[Recorded data]

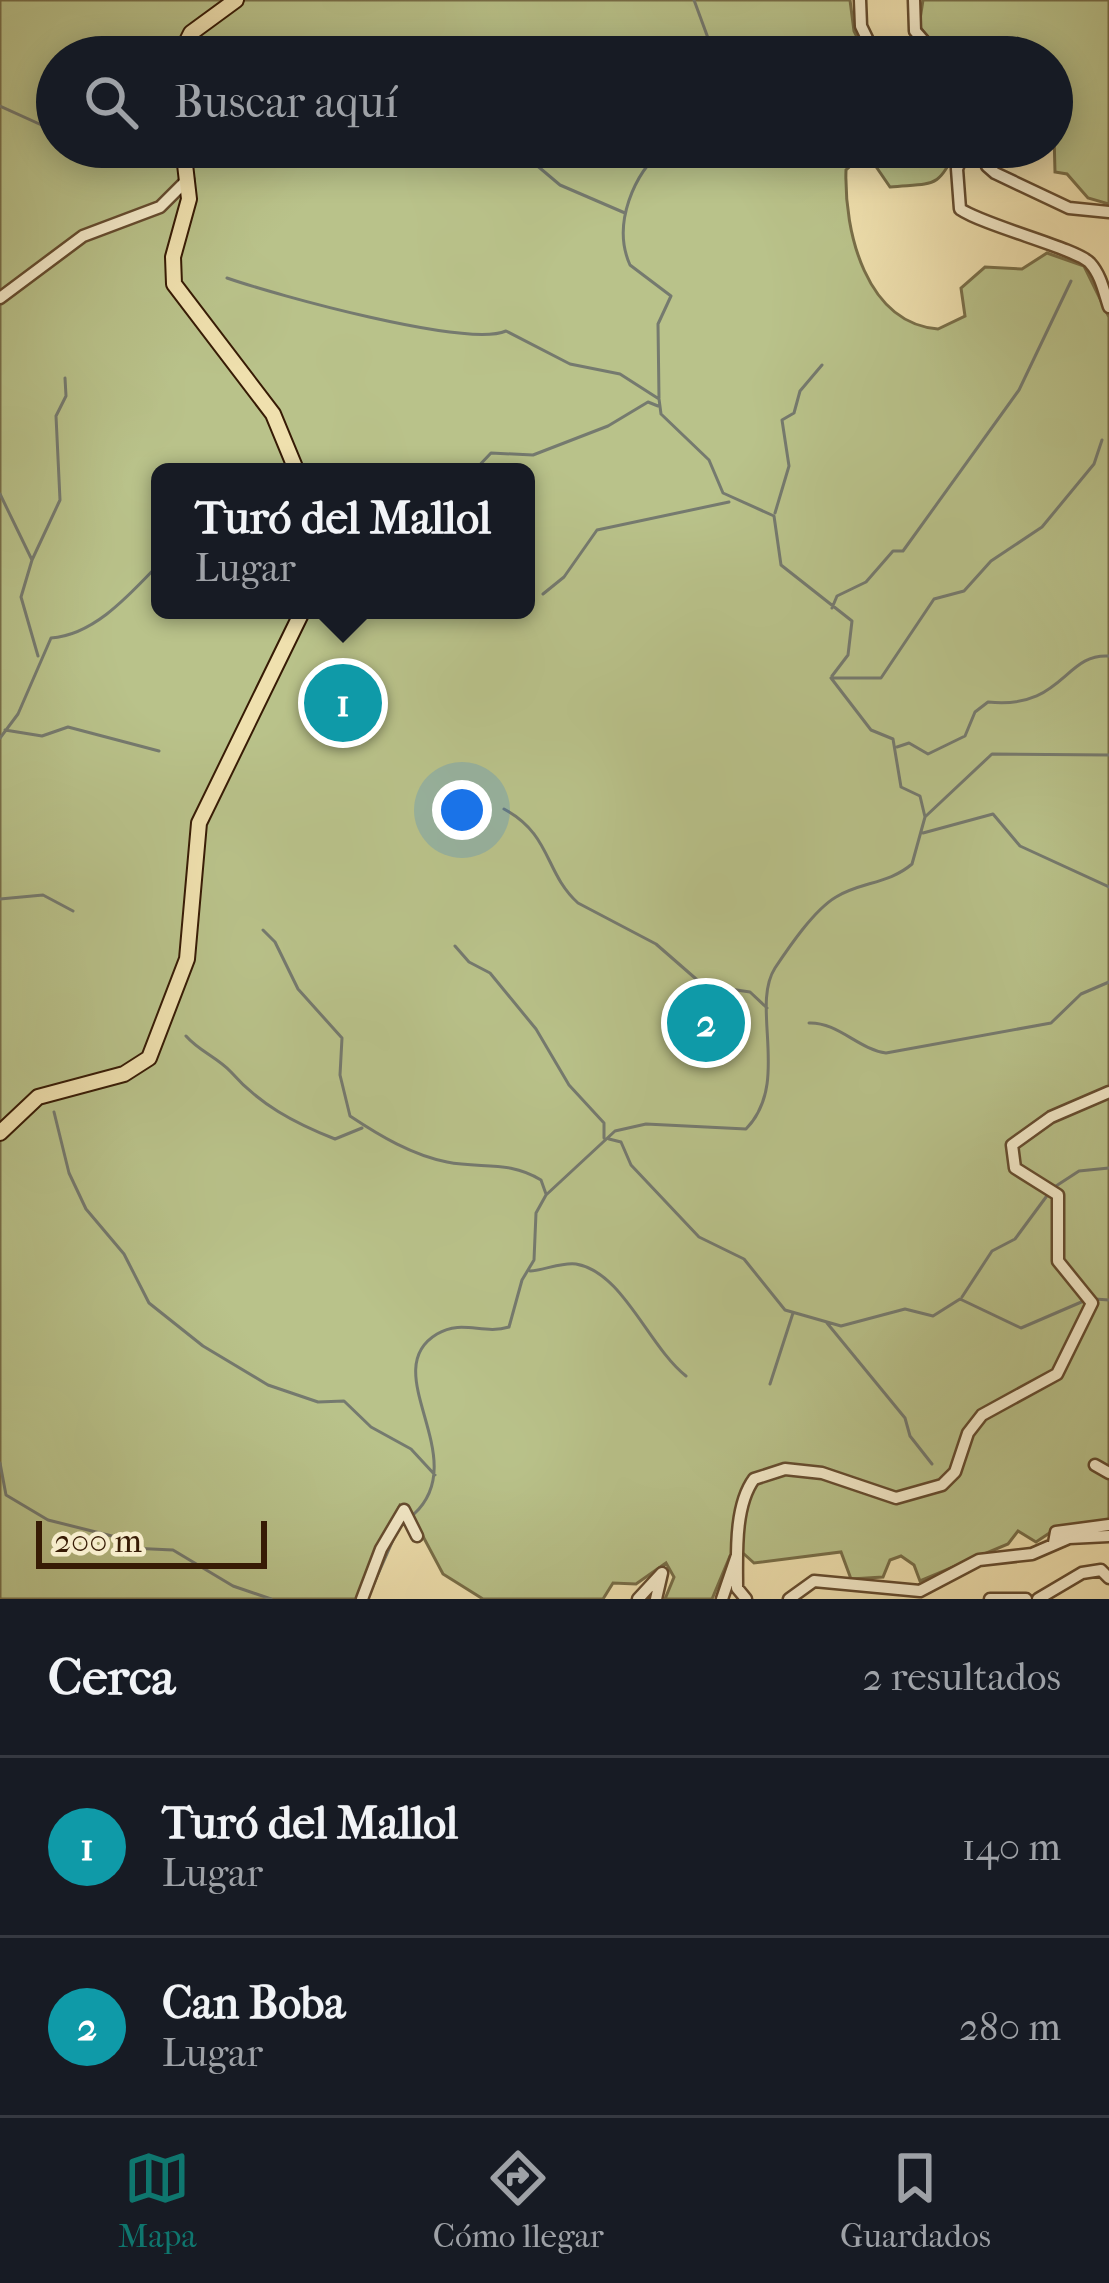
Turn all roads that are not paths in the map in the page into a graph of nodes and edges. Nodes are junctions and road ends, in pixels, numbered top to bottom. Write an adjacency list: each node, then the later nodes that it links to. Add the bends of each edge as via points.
1 (236, 0): 4 (main road)
2 (860, 0): 5 (street)
3 (914, 0): 6 (street)
4 (190, 36)
5 (866, 36)
6 (919, 36)
7 (186, 168): 10 (main road)
8 (958, 168): 13 (street, via 960,209 1080,254)
9 (992, 168): 11 (street, via 1069,208)
10 (188, 179): 12 (street, via 160,207 83,236); 14 (main road, via 174,284 273,414)
11 (1109, 212)
12 (0, 298)
13 (1109, 307)
14 (293, 463)
15 (299, 619): 17 (main road, via 199,823 188,959 149,1058 132,1072 38,1096)
16 (1109, 1092): 24 (street, via 1012,1145 1015,1168 1058,1195 1058,1261 1092,1303 1057,1374 982,1415 941,1485 896,1498 822,1473 762,1474 746,1493)
17 (0, 1133)
18 (1095, 1466): 19 (street)
19 (1109, 1473)
20 (1109, 1525): 23 (street, via 1064,1528)
21 (417, 1536): 26 (street, via 404,1510)
22 (1109, 1536): 23 (street)
23 (1054, 1543): 31 (street, via 979,1560 920,1592 814,1581)
24 (738, 1552): 29 (street); 30 (street, via 737,1588)
25 (1109, 1578): 34 (street, via 1101,1570 1082,1573)
26 (362, 1599)
27 (638, 1599): 28 (street, via 662,1573)
28 (656, 1599)
29 (722, 1599)
30 (746, 1599)
31 (789, 1599)
32 (991, 1599): 33 (street)
33 (1027, 1599)
34 (1038, 1599)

▸ **TASK TO COMPLETE**: Could you restate every entry above word for word, leaving out the pictures?

▸ **RESPONSE TO THE EXERCISE**:
Turn all roads that are not paths in the map in the page into a graph of nodes and edges. Nodes are junctions and road ends, in pixels, numbered top to bottom. Write an adjacency list: each node, then the later nodes that it links to. Add the bends of each edge as via points.
1 (236, 0): 4 (main road)
2 (860, 0): 5 (street)
3 (914, 0): 6 (street)
4 (190, 36)
5 (866, 36)
6 (919, 36)
7 (186, 168): 10 (main road)
8 (958, 168): 13 (street, via 960,209 1080,254)
9 (992, 168): 11 (street, via 1069,208)
10 (188, 179): 12 (street, via 160,207 83,236); 14 (main road, via 174,284 273,414)
11 (1109, 212)
12 (0, 298)
13 (1109, 307)
14 (293, 463)
15 (299, 619): 17 (main road, via 199,823 188,959 149,1058 132,1072 38,1096)
16 (1109, 1092): 24 (street, via 1012,1145 1015,1168 1058,1195 1058,1261 1092,1303 1057,1374 982,1415 941,1485 896,1498 822,1473 762,1474 746,1493)
17 (0, 1133)
18 (1095, 1466): 19 (street)
19 (1109, 1473)
20 (1109, 1525): 23 (street, via 1064,1528)
21 (417, 1536): 26 (street, via 404,1510)
22 (1109, 1536): 23 (street)
23 (1054, 1543): 31 (street, via 979,1560 920,1592 814,1581)
24 (738, 1552): 29 (street); 30 (street, via 737,1588)
25 (1109, 1578): 34 (street, via 1101,1570 1082,1573)
26 (362, 1599)
27 (638, 1599): 28 (street, via 662,1573)
28 (656, 1599)
29 (722, 1599)
30 (746, 1599)
31 (789, 1599)
32 (991, 1599): 33 (street)
33 (1027, 1599)
34 (1038, 1599)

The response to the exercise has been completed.